== Work to complete ==
Please restate the data exactly, from the first line to the last.
::::::
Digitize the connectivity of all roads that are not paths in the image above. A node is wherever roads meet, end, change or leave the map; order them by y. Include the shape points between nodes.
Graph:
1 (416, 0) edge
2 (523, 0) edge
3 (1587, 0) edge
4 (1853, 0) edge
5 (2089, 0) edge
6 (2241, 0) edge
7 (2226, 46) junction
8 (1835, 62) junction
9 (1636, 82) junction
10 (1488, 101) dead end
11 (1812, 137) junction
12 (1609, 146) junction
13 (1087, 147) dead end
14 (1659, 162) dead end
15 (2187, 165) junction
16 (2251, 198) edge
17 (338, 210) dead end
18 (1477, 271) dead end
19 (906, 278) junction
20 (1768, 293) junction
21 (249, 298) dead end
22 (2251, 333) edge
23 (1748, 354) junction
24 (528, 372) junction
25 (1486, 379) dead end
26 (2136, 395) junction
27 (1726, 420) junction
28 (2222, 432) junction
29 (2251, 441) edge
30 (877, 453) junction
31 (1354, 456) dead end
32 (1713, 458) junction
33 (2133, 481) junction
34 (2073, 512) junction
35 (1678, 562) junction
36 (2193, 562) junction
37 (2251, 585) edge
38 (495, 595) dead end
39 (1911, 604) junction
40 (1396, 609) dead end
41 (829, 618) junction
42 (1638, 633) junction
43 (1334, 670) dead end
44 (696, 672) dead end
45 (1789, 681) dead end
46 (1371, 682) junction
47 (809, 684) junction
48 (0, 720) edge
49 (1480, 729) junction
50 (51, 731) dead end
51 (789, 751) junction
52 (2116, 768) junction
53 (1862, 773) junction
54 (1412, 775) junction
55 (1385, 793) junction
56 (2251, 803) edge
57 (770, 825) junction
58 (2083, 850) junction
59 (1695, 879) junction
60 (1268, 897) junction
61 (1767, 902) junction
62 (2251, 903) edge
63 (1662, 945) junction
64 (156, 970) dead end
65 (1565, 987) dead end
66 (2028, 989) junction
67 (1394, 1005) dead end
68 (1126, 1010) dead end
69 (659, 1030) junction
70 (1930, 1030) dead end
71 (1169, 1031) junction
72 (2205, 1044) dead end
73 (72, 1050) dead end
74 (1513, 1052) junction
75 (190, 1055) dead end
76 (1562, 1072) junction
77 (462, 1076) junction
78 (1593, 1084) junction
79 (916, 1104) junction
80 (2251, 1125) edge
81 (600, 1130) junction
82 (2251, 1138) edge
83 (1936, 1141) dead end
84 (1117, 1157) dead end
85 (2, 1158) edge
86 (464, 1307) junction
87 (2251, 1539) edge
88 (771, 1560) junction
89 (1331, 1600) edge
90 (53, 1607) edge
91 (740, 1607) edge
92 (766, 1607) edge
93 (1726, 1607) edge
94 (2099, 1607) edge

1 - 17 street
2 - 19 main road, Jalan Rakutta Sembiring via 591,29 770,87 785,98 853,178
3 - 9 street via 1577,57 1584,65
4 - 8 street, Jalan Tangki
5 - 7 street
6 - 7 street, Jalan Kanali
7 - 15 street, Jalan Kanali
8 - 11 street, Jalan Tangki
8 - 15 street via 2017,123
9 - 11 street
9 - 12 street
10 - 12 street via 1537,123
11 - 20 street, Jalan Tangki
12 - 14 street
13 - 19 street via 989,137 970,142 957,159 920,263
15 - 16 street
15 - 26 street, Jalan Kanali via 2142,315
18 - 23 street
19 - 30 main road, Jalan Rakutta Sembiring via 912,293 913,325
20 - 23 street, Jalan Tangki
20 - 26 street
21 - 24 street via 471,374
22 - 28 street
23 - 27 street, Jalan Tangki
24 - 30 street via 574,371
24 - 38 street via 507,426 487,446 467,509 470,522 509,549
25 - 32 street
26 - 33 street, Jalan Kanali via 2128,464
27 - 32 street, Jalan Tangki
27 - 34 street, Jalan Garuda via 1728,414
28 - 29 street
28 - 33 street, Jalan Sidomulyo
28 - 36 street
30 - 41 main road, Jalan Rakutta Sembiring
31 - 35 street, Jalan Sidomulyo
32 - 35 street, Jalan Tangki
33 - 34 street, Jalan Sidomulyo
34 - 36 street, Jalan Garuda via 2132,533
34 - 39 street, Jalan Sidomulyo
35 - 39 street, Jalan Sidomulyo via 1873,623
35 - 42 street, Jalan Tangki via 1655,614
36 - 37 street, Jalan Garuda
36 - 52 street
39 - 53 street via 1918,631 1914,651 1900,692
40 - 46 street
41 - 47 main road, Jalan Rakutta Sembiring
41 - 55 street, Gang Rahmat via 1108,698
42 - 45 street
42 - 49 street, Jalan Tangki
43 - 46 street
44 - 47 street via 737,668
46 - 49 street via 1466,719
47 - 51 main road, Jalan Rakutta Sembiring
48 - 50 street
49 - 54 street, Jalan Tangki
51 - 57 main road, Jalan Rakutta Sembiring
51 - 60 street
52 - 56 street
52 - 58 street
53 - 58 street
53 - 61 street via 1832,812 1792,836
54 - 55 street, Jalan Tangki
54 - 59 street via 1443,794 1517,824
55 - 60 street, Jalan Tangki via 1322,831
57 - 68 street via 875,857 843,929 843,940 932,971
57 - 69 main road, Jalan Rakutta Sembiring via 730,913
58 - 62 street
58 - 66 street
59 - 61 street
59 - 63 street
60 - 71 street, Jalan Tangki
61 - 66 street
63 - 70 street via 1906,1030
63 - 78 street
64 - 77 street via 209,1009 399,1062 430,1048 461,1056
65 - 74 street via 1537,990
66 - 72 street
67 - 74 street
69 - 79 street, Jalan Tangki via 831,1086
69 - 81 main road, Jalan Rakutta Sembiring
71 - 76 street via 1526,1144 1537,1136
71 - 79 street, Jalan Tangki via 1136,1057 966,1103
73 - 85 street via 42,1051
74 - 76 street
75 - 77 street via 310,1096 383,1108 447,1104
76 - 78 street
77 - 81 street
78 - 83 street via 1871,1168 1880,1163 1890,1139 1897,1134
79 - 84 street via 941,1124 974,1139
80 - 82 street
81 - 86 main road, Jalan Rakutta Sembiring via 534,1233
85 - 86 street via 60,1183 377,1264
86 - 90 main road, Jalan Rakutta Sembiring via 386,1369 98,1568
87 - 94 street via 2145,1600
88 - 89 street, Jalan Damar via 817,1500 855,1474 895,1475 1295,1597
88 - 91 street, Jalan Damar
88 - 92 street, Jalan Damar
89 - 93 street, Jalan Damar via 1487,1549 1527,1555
::::::
== Answer section ==
Digitize the connectivity of all roads that are not paths in the image above. A node is wherever roads meet, end, change or leave the map; order them by y. Include the shape points between nodes.
Graph:
1 (416, 0) edge
2 (523, 0) edge
3 (1587, 0) edge
4 (1853, 0) edge
5 (2089, 0) edge
6 (2241, 0) edge
7 (2226, 46) junction
8 (1835, 62) junction
9 (1636, 82) junction
10 (1488, 101) dead end
11 (1812, 137) junction
12 (1609, 146) junction
13 (1087, 147) dead end
14 (1659, 162) dead end
15 (2187, 165) junction
16 (2251, 198) edge
17 (338, 210) dead end
18 (1477, 271) dead end
19 (906, 278) junction
20 (1768, 293) junction
21 (249, 298) dead end
22 (2251, 333) edge
23 (1748, 354) junction
24 (528, 372) junction
25 (1486, 379) dead end
26 (2136, 395) junction
27 (1726, 420) junction
28 (2222, 432) junction
29 (2251, 441) edge
30 (877, 453) junction
31 (1354, 456) dead end
32 (1713, 458) junction
33 (2133, 481) junction
34 (2073, 512) junction
35 (1678, 562) junction
36 (2193, 562) junction
37 (2251, 585) edge
38 (495, 595) dead end
39 (1911, 604) junction
40 (1396, 609) dead end
41 (829, 618) junction
42 (1638, 633) junction
43 (1334, 670) dead end
44 (696, 672) dead end
45 (1789, 681) dead end
46 (1371, 682) junction
47 (809, 684) junction
48 (0, 720) edge
49 (1480, 729) junction
50 (51, 731) dead end
51 (789, 751) junction
52 (2116, 768) junction
53 (1862, 773) junction
54 (1412, 775) junction
55 (1385, 793) junction
56 (2251, 803) edge
57 (770, 825) junction
58 (2083, 850) junction
59 (1695, 879) junction
60 (1268, 897) junction
61 (1767, 902) junction
62 (2251, 903) edge
63 (1662, 945) junction
64 (156, 970) dead end
65 (1565, 987) dead end
66 (2028, 989) junction
67 (1394, 1005) dead end
68 (1126, 1010) dead end
69 (659, 1030) junction
70 (1930, 1030) dead end
71 (1169, 1031) junction
72 (2205, 1044) dead end
73 (72, 1050) dead end
74 (1513, 1052) junction
75 (190, 1055) dead end
76 (1562, 1072) junction
77 (462, 1076) junction
78 (1593, 1084) junction
79 (916, 1104) junction
80 (2251, 1125) edge
81 (600, 1130) junction
82 (2251, 1138) edge
83 (1936, 1141) dead end
84 (1117, 1157) dead end
85 (2, 1158) edge
86 (464, 1307) junction
87 (2251, 1539) edge
88 (771, 1560) junction
89 (1331, 1600) edge
90 (53, 1607) edge
91 (740, 1607) edge
92 (766, 1607) edge
93 (1726, 1607) edge
94 (2099, 1607) edge

1 - 17 street
2 - 19 main road, Jalan Rakutta Sembiring via 591,29 770,87 785,98 853,178
3 - 9 street via 1577,57 1584,65
4 - 8 street, Jalan Tangki
5 - 7 street
6 - 7 street, Jalan Kanali
7 - 15 street, Jalan Kanali
8 - 11 street, Jalan Tangki
8 - 15 street via 2017,123
9 - 11 street
9 - 12 street
10 - 12 street via 1537,123
11 - 20 street, Jalan Tangki
12 - 14 street
13 - 19 street via 989,137 970,142 957,159 920,263
15 - 16 street
15 - 26 street, Jalan Kanali via 2142,315
18 - 23 street
19 - 30 main road, Jalan Rakutta Sembiring via 912,293 913,325
20 - 23 street, Jalan Tangki
20 - 26 street
21 - 24 street via 471,374
22 - 28 street
23 - 27 street, Jalan Tangki
24 - 30 street via 574,371
24 - 38 street via 507,426 487,446 467,509 470,522 509,549
25 - 32 street
26 - 33 street, Jalan Kanali via 2128,464
27 - 32 street, Jalan Tangki
27 - 34 street, Jalan Garuda via 1728,414
28 - 29 street
28 - 33 street, Jalan Sidomulyo
28 - 36 street
30 - 41 main road, Jalan Rakutta Sembiring
31 - 35 street, Jalan Sidomulyo
32 - 35 street, Jalan Tangki
33 - 34 street, Jalan Sidomulyo
34 - 36 street, Jalan Garuda via 2132,533
34 - 39 street, Jalan Sidomulyo
35 - 39 street, Jalan Sidomulyo via 1873,623
35 - 42 street, Jalan Tangki via 1655,614
36 - 37 street, Jalan Garuda
36 - 52 street
39 - 53 street via 1918,631 1914,651 1900,692
40 - 46 street
41 - 47 main road, Jalan Rakutta Sembiring
41 - 55 street, Gang Rahmat via 1108,698
42 - 45 street
42 - 49 street, Jalan Tangki
43 - 46 street
44 - 47 street via 737,668
46 - 49 street via 1466,719
47 - 51 main road, Jalan Rakutta Sembiring
48 - 50 street
49 - 54 street, Jalan Tangki
51 - 57 main road, Jalan Rakutta Sembiring
51 - 60 street
52 - 56 street
52 - 58 street
53 - 58 street
53 - 61 street via 1832,812 1792,836
54 - 55 street, Jalan Tangki
54 - 59 street via 1443,794 1517,824
55 - 60 street, Jalan Tangki via 1322,831
57 - 68 street via 875,857 843,929 843,940 932,971
57 - 69 main road, Jalan Rakutta Sembiring via 730,913
58 - 62 street
58 - 66 street
59 - 61 street
59 - 63 street
60 - 71 street, Jalan Tangki
61 - 66 street
63 - 70 street via 1906,1030
63 - 78 street
64 - 77 street via 209,1009 399,1062 430,1048 461,1056
65 - 74 street via 1537,990
66 - 72 street
67 - 74 street
69 - 79 street, Jalan Tangki via 831,1086
69 - 81 main road, Jalan Rakutta Sembiring
71 - 76 street via 1526,1144 1537,1136
71 - 79 street, Jalan Tangki via 1136,1057 966,1103
73 - 85 street via 42,1051
74 - 76 street
75 - 77 street via 310,1096 383,1108 447,1104
76 - 78 street
77 - 81 street
78 - 83 street via 1871,1168 1880,1163 1890,1139 1897,1134
79 - 84 street via 941,1124 974,1139
80 - 82 street
81 - 86 main road, Jalan Rakutta Sembiring via 534,1233
85 - 86 street via 60,1183 377,1264
86 - 90 main road, Jalan Rakutta Sembiring via 386,1369 98,1568
87 - 94 street via 2145,1600
88 - 89 street, Jalan Damar via 817,1500 855,1474 895,1475 1295,1597
88 - 91 street, Jalan Damar
88 - 92 street, Jalan Damar
89 - 93 street, Jalan Damar via 1487,1549 1527,1555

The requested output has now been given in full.